Но не поэтому я толкаю Ориона в криоцилиндр и запираю там.
— Открой! — кричит Орион.
Поворачиваю тумблер. Криораствор из бака над цилиндром обрушивается вниз, окатывая Ориона с головы до ног голубыми искрами.
— Черт! — отплевывается тот, с ужасом цепляясь за дверь. Эми встает рядом со мной и смотрит на Ориона через небольшое окошко. Когда он видит ее, глаза его злобно сверкают. Он открывает рот, чтобы что-то крикнуть ей.
Я снова поворачиваю тумблер.
Криораствор льется быстрее, поднимается выше рта, и вот Орион уже захлебывается. Лицо скрылось под водой, щеки надулись, налитые кровью глаза вылезают из орбит. Одна рука упирается в окно, и я замечаю на большом пальце неровный шрам — единственное, чем его отпечаток отличается от моего.

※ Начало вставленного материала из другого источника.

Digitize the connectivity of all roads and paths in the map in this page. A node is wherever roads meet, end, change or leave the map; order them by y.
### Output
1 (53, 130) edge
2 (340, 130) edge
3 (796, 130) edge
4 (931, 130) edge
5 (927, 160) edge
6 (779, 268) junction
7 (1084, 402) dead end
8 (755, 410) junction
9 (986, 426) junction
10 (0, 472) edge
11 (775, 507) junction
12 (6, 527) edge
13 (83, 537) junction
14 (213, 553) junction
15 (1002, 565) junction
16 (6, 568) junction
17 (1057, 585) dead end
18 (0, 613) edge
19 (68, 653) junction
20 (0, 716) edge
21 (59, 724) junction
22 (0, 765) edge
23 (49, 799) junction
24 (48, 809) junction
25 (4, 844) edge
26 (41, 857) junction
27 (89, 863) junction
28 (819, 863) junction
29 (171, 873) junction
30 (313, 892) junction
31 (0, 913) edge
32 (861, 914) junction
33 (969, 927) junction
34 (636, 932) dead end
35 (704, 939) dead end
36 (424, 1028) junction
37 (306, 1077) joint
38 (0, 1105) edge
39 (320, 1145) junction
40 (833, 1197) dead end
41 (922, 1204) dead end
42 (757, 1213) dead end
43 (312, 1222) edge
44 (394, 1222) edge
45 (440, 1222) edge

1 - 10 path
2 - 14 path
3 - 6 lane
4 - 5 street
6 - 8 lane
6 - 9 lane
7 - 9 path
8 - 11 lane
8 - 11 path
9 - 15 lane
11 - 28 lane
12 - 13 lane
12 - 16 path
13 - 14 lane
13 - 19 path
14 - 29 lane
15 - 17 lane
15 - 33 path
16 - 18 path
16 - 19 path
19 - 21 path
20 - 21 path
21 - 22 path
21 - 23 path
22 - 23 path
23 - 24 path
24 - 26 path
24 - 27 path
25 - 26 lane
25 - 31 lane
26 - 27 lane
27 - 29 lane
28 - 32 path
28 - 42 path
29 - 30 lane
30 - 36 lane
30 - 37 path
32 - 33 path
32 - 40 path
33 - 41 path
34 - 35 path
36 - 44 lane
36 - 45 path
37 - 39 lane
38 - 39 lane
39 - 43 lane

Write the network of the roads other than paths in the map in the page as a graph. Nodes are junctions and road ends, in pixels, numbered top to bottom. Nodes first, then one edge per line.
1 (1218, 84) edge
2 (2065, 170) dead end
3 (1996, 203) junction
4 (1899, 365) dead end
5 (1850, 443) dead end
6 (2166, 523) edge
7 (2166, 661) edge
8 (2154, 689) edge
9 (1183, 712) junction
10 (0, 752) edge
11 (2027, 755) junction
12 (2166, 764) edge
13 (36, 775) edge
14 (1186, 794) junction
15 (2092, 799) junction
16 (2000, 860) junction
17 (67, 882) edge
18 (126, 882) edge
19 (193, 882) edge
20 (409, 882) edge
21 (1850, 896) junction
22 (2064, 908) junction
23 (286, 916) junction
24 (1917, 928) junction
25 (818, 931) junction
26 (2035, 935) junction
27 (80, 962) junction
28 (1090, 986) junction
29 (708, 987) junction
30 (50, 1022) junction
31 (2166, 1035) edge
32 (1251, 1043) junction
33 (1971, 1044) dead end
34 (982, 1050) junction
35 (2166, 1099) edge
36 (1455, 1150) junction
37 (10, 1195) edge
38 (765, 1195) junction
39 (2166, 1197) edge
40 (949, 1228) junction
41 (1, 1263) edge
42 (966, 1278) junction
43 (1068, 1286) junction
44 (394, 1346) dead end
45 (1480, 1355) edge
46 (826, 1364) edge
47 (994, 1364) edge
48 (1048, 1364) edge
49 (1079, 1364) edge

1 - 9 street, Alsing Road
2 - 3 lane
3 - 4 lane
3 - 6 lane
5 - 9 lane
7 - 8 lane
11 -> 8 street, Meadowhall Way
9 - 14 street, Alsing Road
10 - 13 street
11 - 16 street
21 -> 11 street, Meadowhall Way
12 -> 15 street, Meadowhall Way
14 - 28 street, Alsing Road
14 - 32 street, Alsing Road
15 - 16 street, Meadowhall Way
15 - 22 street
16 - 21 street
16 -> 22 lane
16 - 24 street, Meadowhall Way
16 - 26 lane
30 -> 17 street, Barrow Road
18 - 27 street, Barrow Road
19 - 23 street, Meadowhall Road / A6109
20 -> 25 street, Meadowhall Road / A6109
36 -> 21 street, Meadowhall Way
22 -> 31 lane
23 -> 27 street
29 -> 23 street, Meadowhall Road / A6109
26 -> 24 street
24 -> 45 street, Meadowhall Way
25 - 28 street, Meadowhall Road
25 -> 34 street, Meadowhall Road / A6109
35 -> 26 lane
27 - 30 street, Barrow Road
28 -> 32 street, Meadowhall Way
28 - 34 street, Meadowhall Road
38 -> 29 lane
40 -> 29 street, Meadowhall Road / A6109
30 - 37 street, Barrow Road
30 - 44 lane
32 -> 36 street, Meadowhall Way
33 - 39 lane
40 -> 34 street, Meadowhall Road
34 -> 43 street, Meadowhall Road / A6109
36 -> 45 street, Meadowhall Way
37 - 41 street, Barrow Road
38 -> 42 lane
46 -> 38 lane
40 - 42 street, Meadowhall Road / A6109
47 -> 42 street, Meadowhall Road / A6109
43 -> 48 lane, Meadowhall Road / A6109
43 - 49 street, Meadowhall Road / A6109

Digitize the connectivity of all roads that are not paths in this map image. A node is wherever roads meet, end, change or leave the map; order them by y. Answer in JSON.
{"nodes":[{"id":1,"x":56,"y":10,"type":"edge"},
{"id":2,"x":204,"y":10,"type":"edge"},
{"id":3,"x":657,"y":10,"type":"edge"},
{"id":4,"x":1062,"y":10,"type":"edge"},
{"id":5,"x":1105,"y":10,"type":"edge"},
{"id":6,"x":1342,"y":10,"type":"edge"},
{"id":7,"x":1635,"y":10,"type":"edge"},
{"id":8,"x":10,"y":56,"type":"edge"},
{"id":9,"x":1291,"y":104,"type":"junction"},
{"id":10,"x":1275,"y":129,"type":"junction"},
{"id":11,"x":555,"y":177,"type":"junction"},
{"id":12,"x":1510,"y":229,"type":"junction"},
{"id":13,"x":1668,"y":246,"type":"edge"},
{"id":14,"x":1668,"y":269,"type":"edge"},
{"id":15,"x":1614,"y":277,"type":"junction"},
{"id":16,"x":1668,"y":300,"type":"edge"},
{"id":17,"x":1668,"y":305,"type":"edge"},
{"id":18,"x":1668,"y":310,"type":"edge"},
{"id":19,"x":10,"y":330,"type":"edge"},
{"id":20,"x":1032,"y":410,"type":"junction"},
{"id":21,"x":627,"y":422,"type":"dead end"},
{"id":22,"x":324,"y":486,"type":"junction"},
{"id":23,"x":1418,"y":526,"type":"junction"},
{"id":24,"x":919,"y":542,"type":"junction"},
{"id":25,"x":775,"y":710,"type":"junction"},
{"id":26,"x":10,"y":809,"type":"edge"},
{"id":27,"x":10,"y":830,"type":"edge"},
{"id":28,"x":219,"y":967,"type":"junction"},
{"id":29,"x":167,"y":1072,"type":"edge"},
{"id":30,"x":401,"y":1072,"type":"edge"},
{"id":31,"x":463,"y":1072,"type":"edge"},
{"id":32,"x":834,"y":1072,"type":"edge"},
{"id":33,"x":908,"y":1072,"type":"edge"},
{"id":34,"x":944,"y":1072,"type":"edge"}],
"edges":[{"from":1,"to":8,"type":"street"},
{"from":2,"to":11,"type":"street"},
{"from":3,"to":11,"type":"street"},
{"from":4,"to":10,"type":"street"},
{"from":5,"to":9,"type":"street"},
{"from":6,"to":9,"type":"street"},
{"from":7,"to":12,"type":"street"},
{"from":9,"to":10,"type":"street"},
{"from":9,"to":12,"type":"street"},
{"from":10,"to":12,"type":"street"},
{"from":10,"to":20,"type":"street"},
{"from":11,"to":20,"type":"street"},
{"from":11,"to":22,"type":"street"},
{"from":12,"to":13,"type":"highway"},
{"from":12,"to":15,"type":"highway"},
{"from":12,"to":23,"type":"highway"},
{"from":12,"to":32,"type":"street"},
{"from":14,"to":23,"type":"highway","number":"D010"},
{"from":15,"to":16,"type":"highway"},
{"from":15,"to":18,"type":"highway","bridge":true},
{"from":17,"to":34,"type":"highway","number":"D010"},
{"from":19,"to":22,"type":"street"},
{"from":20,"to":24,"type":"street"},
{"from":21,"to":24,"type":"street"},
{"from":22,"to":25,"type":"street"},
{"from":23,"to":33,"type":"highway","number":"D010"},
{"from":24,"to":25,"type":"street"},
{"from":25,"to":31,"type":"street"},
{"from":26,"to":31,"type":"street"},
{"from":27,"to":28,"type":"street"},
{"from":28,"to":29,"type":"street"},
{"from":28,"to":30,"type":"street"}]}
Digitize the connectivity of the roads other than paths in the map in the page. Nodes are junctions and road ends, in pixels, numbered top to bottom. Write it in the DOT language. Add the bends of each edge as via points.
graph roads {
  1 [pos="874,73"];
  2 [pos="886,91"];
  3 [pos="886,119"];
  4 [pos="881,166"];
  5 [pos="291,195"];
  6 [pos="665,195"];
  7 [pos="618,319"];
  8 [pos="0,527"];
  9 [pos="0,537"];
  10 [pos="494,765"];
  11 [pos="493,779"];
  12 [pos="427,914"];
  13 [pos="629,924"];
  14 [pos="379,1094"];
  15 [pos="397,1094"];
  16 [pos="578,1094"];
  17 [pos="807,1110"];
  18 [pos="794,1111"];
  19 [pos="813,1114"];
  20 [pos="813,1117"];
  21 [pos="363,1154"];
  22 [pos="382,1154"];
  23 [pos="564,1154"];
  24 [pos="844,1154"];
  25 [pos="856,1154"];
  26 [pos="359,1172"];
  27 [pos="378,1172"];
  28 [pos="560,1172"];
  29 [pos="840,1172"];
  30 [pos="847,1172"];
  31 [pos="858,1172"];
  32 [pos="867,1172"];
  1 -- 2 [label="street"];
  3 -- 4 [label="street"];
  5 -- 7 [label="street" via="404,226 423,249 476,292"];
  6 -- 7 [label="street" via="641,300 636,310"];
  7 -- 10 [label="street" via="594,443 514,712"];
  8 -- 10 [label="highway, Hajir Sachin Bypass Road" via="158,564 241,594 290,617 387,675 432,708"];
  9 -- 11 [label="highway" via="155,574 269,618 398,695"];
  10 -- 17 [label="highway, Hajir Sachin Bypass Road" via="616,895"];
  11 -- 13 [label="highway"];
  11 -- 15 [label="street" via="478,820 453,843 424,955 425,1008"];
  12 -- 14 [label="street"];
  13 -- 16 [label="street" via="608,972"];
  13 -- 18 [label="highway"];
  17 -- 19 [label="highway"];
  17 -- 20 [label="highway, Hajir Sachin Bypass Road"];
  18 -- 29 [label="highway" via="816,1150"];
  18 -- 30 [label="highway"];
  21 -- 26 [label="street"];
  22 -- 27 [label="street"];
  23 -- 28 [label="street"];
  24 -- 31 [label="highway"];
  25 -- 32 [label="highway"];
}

— Заморозь его, а то умрет, — говорит Док. — Хотя он все равно может умереть, — он пожимает плечами. — Ты его не подготовил к заморозке.
Я смотрю в глаза Ориону и вижу в них себя.
Вжимаю кулак в большую квадратную красную кнопку.
Из цилиндра вырывается струя белого пара.
Лицо Ориона с выпученными глазами прижато к стеклу.
Но он нас уже не видит.
75
Эми
Старший все смотрит в оледеневшее лицо Ориона. Я обнимаю Старшего сзади и пытаюсь оттащить, но он не поддается, так что я просто крепко сжимаю его в объятьях.
— Все, — говорит доктор. — С этого момента, если только не разморозишь его, ты — Старейшина.
Я чувствую, как Старший весь напрягается.
— Пусть его судят люди, которых он пытался убить, когда долетят, — качает он головой.
Я думаю о своем отце, о том, каким судьей он будет этому человеку, и мне ничуть его не жалко.
— Как я буду управлять кораблем, полным людей? — прерывающимся голосом спрашивает Старший. — Когда фидус выветрится, они поймут, что им лгали. Они будут в ярости. Возненавидят и Старейшину, и меня.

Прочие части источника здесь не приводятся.